Collaborative and Structural Recommendation of Friends using

Weblog-based Social Network Analysis

William H. Hsu, Andrew L. King, Martin S. R. Paradesi, Tejaswi Pydimarri, Tim Weninger

Department of Computing and Information Sciences, Kansas State University

234 Nichols Hall, Manhattan, KS 66506

{bhsu | aking | pmsr | tejaswi | weninger}@ksu.edu

http://www.kddresearch.org

Abstract

In this paper, we address the problem of link

recommendation in weblogs and similar social

networks. First, we present an approach based

on collaborative recommendation using the link

structure of a social network and content-based

recommendation using mutual declared interests.

Next, we describe the application of this

approach to a small representative subset of a

large real-world social network: the

user/community network of the blog service

LiveJournal. We then discuss the ground

features available in LiveJournal’s public user

information pages and describe some graph

algorithms for analysis of the social network.

These are used to identify candidates, provide

ground truth for recommendations, and construct

features for learning the concept of a

recommended link. Finally, we compare the

performance of this machine learning approach

to that of the rudimentary recommender system

provided by LiveJournal.

Keywords: social networks, collaborative

recommendation, LiveJournal, machine learning, data

mining, graph algorithms

1 INTRODUCTION

This paper presents a recommender system for links in a

social network. Such links have different meanings

depending on the start and end points: between users of a

weblog service denote friendship or trust; between users

and communities, they denote subscribership and

requested privileges such as posting access; between

communities and users they denote accepted members

and moderator privileges. Specific recommendation

targets for weblogs include links (new friends and

subscriberships), security levels (link strength), requests

for reciprocal links (trust, membership and moderatorship

applications), and definition of security levels (filters).

There are analogous applicatons of this functionality in

social networks such as citation and collaboration

networks.

We investigate the problem of link recommendation in

such weblog-based social networks and describe an

annotated graph-based representation for such networks.

Our approach uses graph feature analysis to recommend

links (u, v) given structural features of individual vertices

and joint features of the start and end points of a

candidate link, such as distance between them. We

present a hybrid system that combines analysis of link

structure with analysis of content, such as shared interests.

This framework supports more in-depth analyses of

structure combined with content, for normalization,

feature construction, learning of constraints, clustering of

a user’s friends and communities. Such capabilities in

turn support more sophisticated recommendations such as

the security level of new and existing friendships.
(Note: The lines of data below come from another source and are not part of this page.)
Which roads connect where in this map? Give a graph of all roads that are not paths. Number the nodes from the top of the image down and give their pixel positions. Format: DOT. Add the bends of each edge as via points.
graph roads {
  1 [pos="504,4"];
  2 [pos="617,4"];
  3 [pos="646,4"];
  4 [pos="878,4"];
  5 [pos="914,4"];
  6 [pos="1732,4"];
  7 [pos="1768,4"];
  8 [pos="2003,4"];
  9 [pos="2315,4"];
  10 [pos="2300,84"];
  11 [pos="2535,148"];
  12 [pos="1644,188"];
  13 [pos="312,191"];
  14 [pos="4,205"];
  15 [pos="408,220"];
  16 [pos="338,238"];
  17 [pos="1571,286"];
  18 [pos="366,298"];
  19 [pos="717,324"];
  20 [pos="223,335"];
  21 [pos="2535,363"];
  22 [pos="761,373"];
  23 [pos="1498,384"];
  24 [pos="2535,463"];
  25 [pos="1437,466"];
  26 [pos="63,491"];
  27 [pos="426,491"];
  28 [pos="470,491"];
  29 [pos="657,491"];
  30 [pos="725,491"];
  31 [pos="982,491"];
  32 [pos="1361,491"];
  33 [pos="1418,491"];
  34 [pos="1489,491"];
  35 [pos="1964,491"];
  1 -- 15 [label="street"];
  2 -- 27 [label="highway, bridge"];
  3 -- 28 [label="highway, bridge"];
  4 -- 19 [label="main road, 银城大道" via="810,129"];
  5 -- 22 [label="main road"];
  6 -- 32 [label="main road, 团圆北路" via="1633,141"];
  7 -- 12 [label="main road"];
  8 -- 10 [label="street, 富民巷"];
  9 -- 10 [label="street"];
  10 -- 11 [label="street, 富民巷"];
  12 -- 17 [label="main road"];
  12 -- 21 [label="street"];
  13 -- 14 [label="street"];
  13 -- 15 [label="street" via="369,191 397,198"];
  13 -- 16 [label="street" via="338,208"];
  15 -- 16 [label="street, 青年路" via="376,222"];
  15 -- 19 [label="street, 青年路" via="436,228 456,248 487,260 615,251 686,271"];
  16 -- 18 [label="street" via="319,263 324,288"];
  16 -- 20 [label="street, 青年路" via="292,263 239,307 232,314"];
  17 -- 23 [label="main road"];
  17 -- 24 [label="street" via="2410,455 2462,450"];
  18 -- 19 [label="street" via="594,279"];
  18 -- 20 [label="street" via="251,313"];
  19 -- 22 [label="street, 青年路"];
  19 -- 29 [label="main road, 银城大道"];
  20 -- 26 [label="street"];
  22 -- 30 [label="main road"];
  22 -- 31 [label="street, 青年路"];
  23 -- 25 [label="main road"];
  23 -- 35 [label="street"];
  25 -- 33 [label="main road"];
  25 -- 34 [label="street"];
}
In this paper, we describe how this hybrid approach was

used to develop LJMiner, a recommender system for the

popular weblog service LiveJournal. LJMiner

differentiates friends from non-friends in a connected

group of users with greater accuracy than the

recommender system actually used by LiveJournal –

namely, ranking users and communities by decreasing

count of mutual interests. This task is similar to the friend

recommendation task given candidates within a specified

radius, so the result is a strong positive indication that

LJMiner can generate better recommendations than

interest-based or simple graph-based recommendation in a

fielded application.

2 BACKGROUND

2.1 Social Networks in Weblogs

Social network services such as Denga’s LiveJournal,

Google’s Orkut, Friendster, and The Facebook allow

users to list interests and link to friends, sometimes

annotating these links by designating trust levels or

qualitative ratings for selected friends. Among the most

popular of these is the weblog service LiveJournal, a

highly customizable and flexible personal publishing tool

used by several million users. In this work, we focus on

LiveJournal and derivative services such as

GreatestJournal, DeadJournal, and JournalFen based on

the same open-source server code. At the time of this

writing, there are over 8.5 million LiveJournal accounts,

of which over 2.5 million are active; these are either user

accounts, associated with one or a small number of

individuals, or communities (each a forum for multiple

users similar to MSN Communities or Yahoo! Groups).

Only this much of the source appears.